Diseases are a major concern for greenhouse growers and can be a key limitation to profitable crop production. Disease management in greenhouses is critical because of the limited air circulation encouraged by tight spacing and constant irrigation. Furthermore, high humidity provides optimal conditions for reproduction of many fungal and bacterial pathogens. When disease management is neglected, pathogen populations build up and continue to increase as long as there is susceptible plant tissue available for infection and disease development. Successful crop production requires that crop diseases be managed so that the effects of diseases on the plants are minimized. The management of crop diseases is directed at preventing the establishment of diseases and minimizing the development and spread of any diseases that become established in the crop. The presence of diseases in greenhouses is a fact of crop production and growers must use all available options and strategies to avoid serious pest and disease problems.
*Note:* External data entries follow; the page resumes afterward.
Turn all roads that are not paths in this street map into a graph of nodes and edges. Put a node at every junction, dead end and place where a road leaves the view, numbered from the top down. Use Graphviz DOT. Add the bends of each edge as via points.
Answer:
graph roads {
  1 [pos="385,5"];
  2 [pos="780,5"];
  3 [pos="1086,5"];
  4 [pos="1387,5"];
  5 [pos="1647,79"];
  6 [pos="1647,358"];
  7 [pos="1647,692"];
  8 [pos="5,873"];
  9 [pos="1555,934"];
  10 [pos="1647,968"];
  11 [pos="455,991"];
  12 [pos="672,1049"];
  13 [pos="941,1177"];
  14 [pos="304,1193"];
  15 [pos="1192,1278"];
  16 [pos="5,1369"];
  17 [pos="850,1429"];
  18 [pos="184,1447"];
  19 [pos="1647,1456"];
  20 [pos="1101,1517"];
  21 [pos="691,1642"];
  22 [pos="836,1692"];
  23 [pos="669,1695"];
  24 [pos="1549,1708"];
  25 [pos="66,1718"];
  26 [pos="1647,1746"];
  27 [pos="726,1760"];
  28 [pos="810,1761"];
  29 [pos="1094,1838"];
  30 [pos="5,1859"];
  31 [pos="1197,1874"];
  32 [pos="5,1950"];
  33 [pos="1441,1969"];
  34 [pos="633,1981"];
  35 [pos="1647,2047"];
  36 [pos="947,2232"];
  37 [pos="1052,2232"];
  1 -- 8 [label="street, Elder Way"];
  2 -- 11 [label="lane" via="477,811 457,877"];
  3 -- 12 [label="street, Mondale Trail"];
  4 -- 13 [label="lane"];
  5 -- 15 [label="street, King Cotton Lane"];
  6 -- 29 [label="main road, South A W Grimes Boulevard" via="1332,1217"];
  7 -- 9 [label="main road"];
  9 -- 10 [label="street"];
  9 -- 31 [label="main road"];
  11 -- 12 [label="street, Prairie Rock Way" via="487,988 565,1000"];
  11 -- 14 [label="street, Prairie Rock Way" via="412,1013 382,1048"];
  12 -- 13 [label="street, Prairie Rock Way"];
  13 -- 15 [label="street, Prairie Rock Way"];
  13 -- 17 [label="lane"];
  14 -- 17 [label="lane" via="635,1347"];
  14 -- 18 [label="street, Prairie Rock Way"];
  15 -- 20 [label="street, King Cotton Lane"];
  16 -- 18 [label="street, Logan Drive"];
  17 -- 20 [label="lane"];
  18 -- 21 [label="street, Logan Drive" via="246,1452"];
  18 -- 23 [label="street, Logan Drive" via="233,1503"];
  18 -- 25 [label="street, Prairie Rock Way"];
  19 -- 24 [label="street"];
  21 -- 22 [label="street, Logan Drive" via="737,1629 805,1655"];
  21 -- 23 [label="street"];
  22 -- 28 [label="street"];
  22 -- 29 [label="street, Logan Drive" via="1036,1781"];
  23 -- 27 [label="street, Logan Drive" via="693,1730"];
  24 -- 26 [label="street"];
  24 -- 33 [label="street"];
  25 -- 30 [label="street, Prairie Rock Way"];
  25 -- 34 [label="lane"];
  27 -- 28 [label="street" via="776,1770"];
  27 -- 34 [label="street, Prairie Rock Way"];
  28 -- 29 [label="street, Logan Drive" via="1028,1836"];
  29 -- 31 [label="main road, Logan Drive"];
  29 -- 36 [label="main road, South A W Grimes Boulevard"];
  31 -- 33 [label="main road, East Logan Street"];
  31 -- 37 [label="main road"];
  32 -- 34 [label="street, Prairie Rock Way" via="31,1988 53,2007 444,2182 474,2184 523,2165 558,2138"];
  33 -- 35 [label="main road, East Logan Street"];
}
Greenhouse environments provide a variety of benefits for plant production; however, many greenhouses favor pest development as well. The warm, humid conditions and abundant food are ideal for pest build up. Natural enemies that serve to keep some pests under control in the field are absent in the greenhouse. For these reasons, pest problems often develop more rapidly and are more severe in enclosed systems, which require the use of pesticides. Pesticides include any substances used either to directly control pest populations or to prevent or reduce damage to the crops in the greenhouse. There are many pesticides available for use in greenhouses, all of which control specific pest and disease problems in growing crops. Although many pesticides are designed to kill pests, some may only inhibit their growth, or simply attract or repel them. The most commonly applied pesticides are herbicides (to kill weeds), fungicides (to control fungi), and insecticides (to kill insects). Furthermore, pesticides can be grouped in a number of different ways based on their active ingredients and how they work such as synthetic pesticides, organic pesticides, inorganic pesticides and biorational pesticides.
When developing an integrated pest management strategy, it is important to know the target pests, their economic threshold levels, and multiple control strategies that can minimize pesticide inputs in the greenhouse. However, in many cases, pesticides need to be applied as a last resort to reduce pest infestations and optimize crop production. The objective in applying pesticides in greenhouses is to deliver an effective, uniform dose to a target area in a safe and timely manner. Inaccurate pesticide application is expensive and can result in wasted pesticide, marginal pest control, compromised worker safety, and possibly excessive pesticide carryover contributing to water contamination and/or vine damage. Many types of application equipment are available to apply pesticides. Some types can be used in a wide range of situations whereas others are highly specialized and are only used for a few specific pesticides.